Sobre
as várias noções de estética em Freud
Ines Loureiro
Estética e teoria
da arte
Os escritos sobre psicanálise e arte, ou
sobre a estética deste ou daquele psicanalista pós-freudiano, não cessam de
crescer. Parece um terreno em que as pessoas se sentem espacialmente à vontade
para dispensar-se de maiores interrogações sobre os termos com os quais estão
trabalhando. Pouco se discute sobre uma pergunta tão simples quanto fundamental
para os estudos nesta área: “o que Freud entende por estética?”. Veremos que
uma releitura atenta dos textos freudiano pode nos revelar, como de costume,
várias e gratas surpresas.
O exame das concepções de estética
presentes na obra de Freud mostra-se especialmente profícuo quando se tem em
mente uma distinção entre estética e teoria da arte. Segundo as pistas
sugeridas pelo filósofo Hubert Damisch, seria possível discernir duas vertentes
no conjunto de proposições freudianas – as ideias referentes ao belo (estética)
e as concepções referentes à arte (teoria da arte) –, distinção que abriria
caminhos para uma série de novas reflexões sobre a teoria psicanalítica e
também sobre suas relações com esses campos adjacentes.
Um rápido parêntese para situar a história
do termo estética. Ele provém do grego aisthesis (“sensação, sentimento”) e foi
reabilitado por Alexander Baumgarten, em 1750, com o intuito de unificar o
tratamento dispensado a dois tipos de problemas em voga nos debates filosóficos
da Alemanha oitocentista: os relativos à sensibilidade e ao conhecimento
sensível, de um lado, e os referentes à esfera da arte, de outro.
Baumgarten ressuscitou o termo grego
aisthesis a fim de remediar problemas nas áreas da sensibilidade e da arte, os
quais tinham se tornado evidentes com o sistema de Wolff.

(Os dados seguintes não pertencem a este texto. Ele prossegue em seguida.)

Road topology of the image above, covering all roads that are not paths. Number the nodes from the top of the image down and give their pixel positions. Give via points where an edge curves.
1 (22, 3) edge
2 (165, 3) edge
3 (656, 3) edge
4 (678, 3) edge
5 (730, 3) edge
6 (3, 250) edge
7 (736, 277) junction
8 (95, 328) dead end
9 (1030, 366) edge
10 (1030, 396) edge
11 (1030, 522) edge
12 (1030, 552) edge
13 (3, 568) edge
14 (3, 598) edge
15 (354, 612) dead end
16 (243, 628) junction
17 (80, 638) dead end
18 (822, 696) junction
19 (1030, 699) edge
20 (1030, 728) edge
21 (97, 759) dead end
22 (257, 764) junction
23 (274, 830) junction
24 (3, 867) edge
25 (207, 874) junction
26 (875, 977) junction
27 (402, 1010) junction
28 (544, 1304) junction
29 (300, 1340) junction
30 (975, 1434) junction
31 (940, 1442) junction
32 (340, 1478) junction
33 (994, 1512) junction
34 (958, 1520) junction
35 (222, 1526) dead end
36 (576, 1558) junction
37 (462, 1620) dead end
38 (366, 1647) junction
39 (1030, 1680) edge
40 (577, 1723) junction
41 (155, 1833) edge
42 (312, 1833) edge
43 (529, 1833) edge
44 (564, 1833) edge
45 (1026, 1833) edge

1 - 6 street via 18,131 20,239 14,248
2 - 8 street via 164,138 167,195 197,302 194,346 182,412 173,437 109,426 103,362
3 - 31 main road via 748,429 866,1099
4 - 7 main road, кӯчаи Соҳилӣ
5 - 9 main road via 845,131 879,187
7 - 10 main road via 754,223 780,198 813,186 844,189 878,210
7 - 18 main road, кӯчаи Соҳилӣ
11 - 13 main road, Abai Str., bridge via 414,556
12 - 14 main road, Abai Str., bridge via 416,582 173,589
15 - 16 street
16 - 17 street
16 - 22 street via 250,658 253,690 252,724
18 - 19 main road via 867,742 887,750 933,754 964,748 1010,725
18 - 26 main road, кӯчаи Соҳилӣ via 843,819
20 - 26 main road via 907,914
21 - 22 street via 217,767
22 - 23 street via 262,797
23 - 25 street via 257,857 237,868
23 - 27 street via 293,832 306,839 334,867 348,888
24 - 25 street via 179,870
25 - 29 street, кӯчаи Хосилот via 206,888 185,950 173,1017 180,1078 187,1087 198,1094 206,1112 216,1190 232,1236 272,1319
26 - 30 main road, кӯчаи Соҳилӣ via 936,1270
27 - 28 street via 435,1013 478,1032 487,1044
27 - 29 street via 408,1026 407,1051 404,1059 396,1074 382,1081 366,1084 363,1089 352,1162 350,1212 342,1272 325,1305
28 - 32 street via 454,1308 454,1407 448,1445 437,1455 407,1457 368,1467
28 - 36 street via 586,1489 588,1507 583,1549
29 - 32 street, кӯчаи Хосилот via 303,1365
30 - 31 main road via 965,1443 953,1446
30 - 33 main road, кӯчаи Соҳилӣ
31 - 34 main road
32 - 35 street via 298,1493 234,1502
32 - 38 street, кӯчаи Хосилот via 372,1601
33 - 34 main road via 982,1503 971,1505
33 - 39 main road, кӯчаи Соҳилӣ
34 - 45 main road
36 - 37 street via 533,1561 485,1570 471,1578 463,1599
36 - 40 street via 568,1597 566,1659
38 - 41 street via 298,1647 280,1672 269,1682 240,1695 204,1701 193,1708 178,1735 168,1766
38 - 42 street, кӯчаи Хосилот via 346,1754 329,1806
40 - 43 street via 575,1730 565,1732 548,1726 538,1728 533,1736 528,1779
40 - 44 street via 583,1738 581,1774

O racionalismo de
Wolff reduzira a sensibilidade à “confusa percepção de uma perfeição racional”
e não deixara lugar para o tratamento filosófico da arte. Baumgarten tentou
solucionar ambos os problemas ao mesmo tempo, afirmando que o conhecimento científico
ou estético tinha sua própria dignidade e contribuía para o conhecimento
racional, e que a arte exemplificou esse conhecimento ao oferecer uma imagem
sensível da perfeição.
Em Kant, o termo é empregado em duas
grandes acepções. Grosso modo, na “Estética transcendental” da Crítica da razão
pura (1781), refere-se ao conhecimento sensível, sobretudo às formas a priori
da sensibilidade (espaço e tempo); já na Crítica da faculdade do juízo (1790)

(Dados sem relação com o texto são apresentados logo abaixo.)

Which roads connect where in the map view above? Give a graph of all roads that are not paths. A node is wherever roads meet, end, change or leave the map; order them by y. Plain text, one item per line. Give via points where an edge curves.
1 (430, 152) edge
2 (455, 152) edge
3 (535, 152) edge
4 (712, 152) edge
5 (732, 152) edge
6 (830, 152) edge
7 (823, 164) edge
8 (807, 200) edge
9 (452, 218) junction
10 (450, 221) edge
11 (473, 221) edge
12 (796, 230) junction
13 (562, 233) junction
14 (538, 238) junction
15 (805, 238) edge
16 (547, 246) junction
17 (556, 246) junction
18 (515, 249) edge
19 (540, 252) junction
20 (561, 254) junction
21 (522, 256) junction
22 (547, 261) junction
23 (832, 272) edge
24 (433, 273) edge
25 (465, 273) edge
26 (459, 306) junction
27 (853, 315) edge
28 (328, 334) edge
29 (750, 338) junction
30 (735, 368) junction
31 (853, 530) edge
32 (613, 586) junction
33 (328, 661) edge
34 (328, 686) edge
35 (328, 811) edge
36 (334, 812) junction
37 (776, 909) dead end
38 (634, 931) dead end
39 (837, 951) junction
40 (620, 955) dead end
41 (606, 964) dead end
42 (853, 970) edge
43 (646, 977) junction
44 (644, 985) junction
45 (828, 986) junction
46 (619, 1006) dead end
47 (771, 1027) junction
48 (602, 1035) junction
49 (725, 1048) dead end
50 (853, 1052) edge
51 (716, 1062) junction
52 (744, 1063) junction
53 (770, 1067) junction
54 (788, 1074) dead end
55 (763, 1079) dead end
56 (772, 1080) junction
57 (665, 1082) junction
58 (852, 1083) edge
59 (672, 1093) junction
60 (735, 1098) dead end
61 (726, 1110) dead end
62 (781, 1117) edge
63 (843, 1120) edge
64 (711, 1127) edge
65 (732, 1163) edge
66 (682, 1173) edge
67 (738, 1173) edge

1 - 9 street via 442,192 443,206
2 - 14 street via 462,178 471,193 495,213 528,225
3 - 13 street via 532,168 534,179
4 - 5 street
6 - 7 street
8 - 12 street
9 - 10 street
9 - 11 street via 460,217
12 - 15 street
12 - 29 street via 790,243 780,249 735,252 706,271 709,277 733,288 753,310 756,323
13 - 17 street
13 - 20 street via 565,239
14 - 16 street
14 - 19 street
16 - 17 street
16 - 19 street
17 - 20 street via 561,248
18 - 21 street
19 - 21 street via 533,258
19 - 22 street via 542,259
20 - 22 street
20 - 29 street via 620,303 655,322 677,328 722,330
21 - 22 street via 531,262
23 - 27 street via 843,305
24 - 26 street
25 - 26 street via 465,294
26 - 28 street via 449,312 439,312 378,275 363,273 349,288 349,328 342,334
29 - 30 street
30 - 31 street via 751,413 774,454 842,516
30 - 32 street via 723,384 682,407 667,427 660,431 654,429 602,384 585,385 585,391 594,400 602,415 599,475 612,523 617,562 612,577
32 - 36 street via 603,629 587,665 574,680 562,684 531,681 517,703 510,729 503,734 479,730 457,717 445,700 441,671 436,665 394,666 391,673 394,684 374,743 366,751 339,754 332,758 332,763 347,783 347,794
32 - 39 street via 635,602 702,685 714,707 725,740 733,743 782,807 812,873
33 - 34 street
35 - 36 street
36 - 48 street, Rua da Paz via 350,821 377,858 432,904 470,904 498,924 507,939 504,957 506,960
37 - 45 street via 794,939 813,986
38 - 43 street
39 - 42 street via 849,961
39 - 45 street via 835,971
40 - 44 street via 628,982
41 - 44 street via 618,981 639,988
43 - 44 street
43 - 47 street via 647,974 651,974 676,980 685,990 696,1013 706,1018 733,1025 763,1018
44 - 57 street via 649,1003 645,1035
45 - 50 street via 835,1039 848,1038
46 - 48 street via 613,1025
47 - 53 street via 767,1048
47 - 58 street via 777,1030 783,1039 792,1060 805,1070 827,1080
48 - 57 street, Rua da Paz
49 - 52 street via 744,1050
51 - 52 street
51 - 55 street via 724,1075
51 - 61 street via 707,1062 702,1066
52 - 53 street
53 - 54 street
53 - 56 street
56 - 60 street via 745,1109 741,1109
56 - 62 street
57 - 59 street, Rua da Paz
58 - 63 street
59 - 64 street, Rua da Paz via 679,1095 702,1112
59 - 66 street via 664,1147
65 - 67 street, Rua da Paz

amplia-se o alcance do termo, uma vez que os juízos estéticos são aqui
considerados como aqueles que “concernem ao belo e ao sublime da natureza ou da
arte”.
Mas deixemos de lado as discussões
subsequentes sobre a natureza e os limites da estética. De minha parte,
subscrevo a posição de Wolfgang Iser, segundo a qual “o estético não possui uma
essência própria. Ao contrário, está sempre relacionado a realidades contextuais
que governam sua concepção”. A suposta “natureza” da estética identifica-se com
a conceitualização de que ela é alvo nos diversos momentos históricos, e cada
conceitualização produz certas feições, operações e relações contextuais. A
estética teria passado por várias destas configurações a que Iser denomina
“entrincheiramentos gerativos”, ao que eu acrescentaria que Freud bem poderia
ser tomado como o núcleo de um importante “entrincheiramento gerativo” na
história da estética.
Voltemos às proposições de Damisch, autor
que insiste na necessidade de diferenciação entre pensamento sobre a arte e
pensamento sobre a beleza, demonstrando o quanto ela pode ser proveitosa para
uma nova leitura de Freud.
Em Le jugement de Pâris, ele denuncia a existência
de um automatismo grave e corriqueiro, qual seja, a tendência de reduzir
estética às belas-artes, “tradição que nos faz sistematicamente ler ‘arte’ lá
onde o texto – de Freud, de Kant, mesmo de Platão – diz ‘beleza’, e vice-versa”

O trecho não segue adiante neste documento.